Application Security Posture Management provides everything needed to scan and remediate your application for vulnerabilities. It provides security scanning across your SDLC pipeline, ingests results, and builds remediation workflows.

- Superior Latio Definition

Defining the Minimum ASPM

Here’s the minimal required to be listed in the ASPM category:

  1. At least 2/8 of the scanners provided directly by you

    1. The heart of ASPM is showing cross scanning value. You can’t show cross tool value if you only provide one kind of scanning

    2. Open source tools are fine

    3. If you don’t do this, you’re a vulnerability management provider, there’s no reason to call it anything else

  2. The ability to integrate into at least SCA & SAST

  3. The ability to create some kind of workflow

Some Examples

  1. The most common combination is SCA, SAST, and Secrets: Oxeye, Arnica, Semgrep, and Cycode all provide these. This is the most common combination of tools because there are strong open source options. Evaluation is tricky because each of these providers provide these functions with drastically different levels of maturity.

  2. Everyone has a niche, to name a few: Oxeye and Apiiro are really good at runtime context, Arnica is really good at native workflows and user context, Cycode is really good at querying your pipeline, Legit Security is really good at SDLC coverage.

  3. Ox gets me the most excited, not because any particular one of their tools works exceptionally well, but because they’re the only ASPM I see that I could truly say “throw everything else out and just use this.”

Musings About the Future

  1. Vulnerability management tools aren’t bad.

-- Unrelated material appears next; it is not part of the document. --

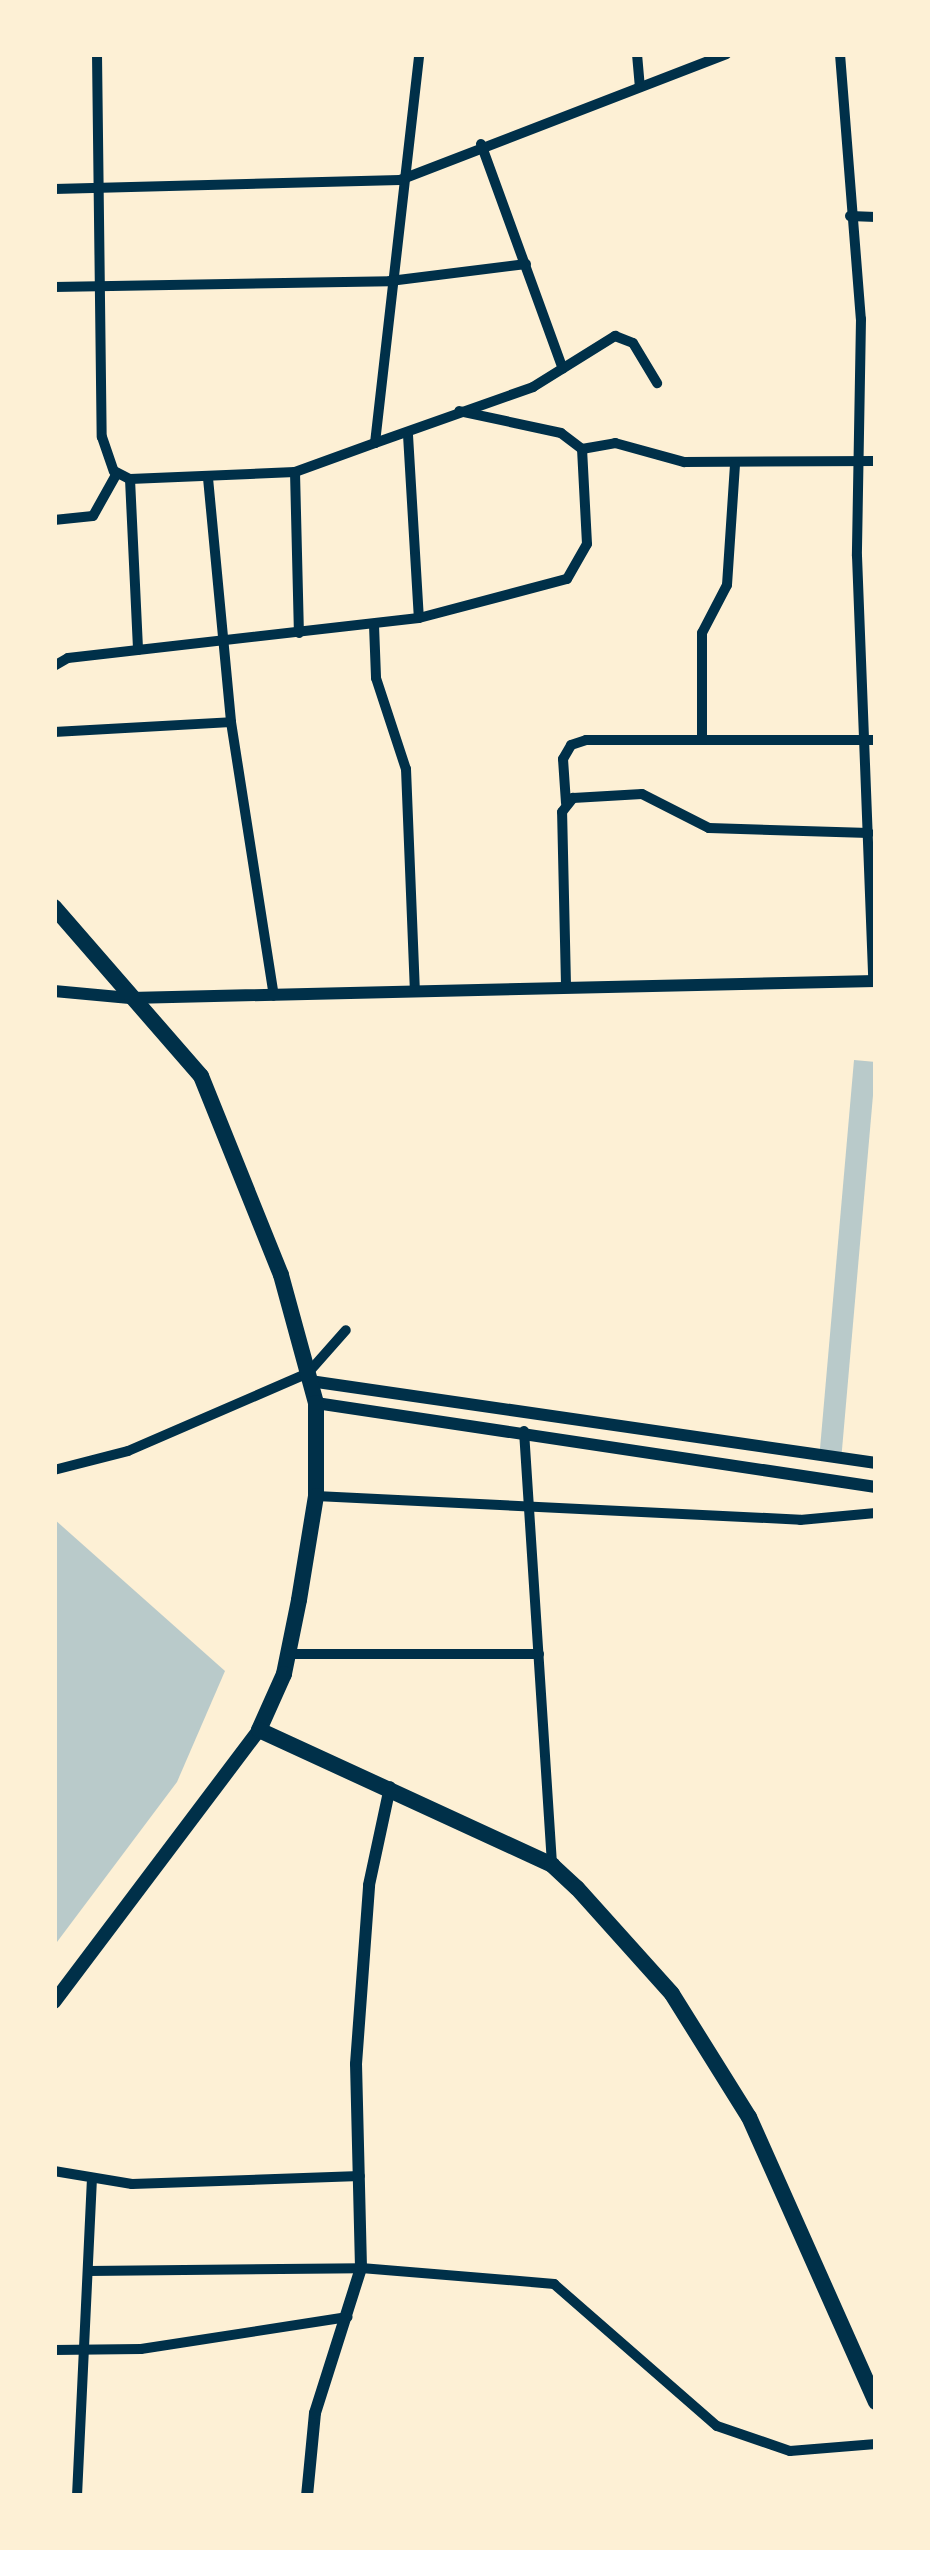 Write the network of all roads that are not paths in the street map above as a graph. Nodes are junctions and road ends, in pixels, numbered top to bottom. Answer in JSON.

Just because it’s not as exciting or “revolutionary” as an all in one ASPM tool doesn’t mean it’s not going to make a ton of money solving the problems of here and now. If the mainframe is still around, so will Checkmarx and Fortify in 20 years - and you’re going to want those vulns to go somewhere else.

  2. Who will win the race for complete coverage? The runtime providers shifting left or the code scanners shifting right? On the one hand, it’s easier for code scanning tools to add runtime context than for runtime tools to add code context. On the other hand, the runtime providers have more money and motivation. With the death of Snyk Cloud, I don’t see many ASPM providers racing for runtime.

  3. Developer adoption remains the goal - I don’t see developers installing a Crowdstrike plugin anytime soon

  4. The most exciting acquisition is Wiz’s acquisition of Raftt, because Raftt wasn’t a security tool. This promises the ability to offer something devs actually want.

  5. Every ASPM vendor I’ve met with has something unique about their platform, I wouldn’t be surprised to see some consolidation so they can have larger shared offerings.

  6. Aikido targeting startups is brilliant, because most AppSec startups are too focused on enterprise and new sales will show more value than the integration use case.

  7. An inconvenient hole in all of this are host based vulnerabilities. While we’d all like to pretend that we live in a container native world, Linux hosts are relegated to legacy providers - but most large enterprises still have them around.

  8. I have a lingering thought that if runtime protection gets good enough, do you even really need an ASPM? This is why Oligo, Contrast, Sysdig, and Deepfactor are cool.

The future of ASPM is the most exciting place in security because it’s showing a glimpse of a future where all vulnerabilities are discovered and remediated in one place.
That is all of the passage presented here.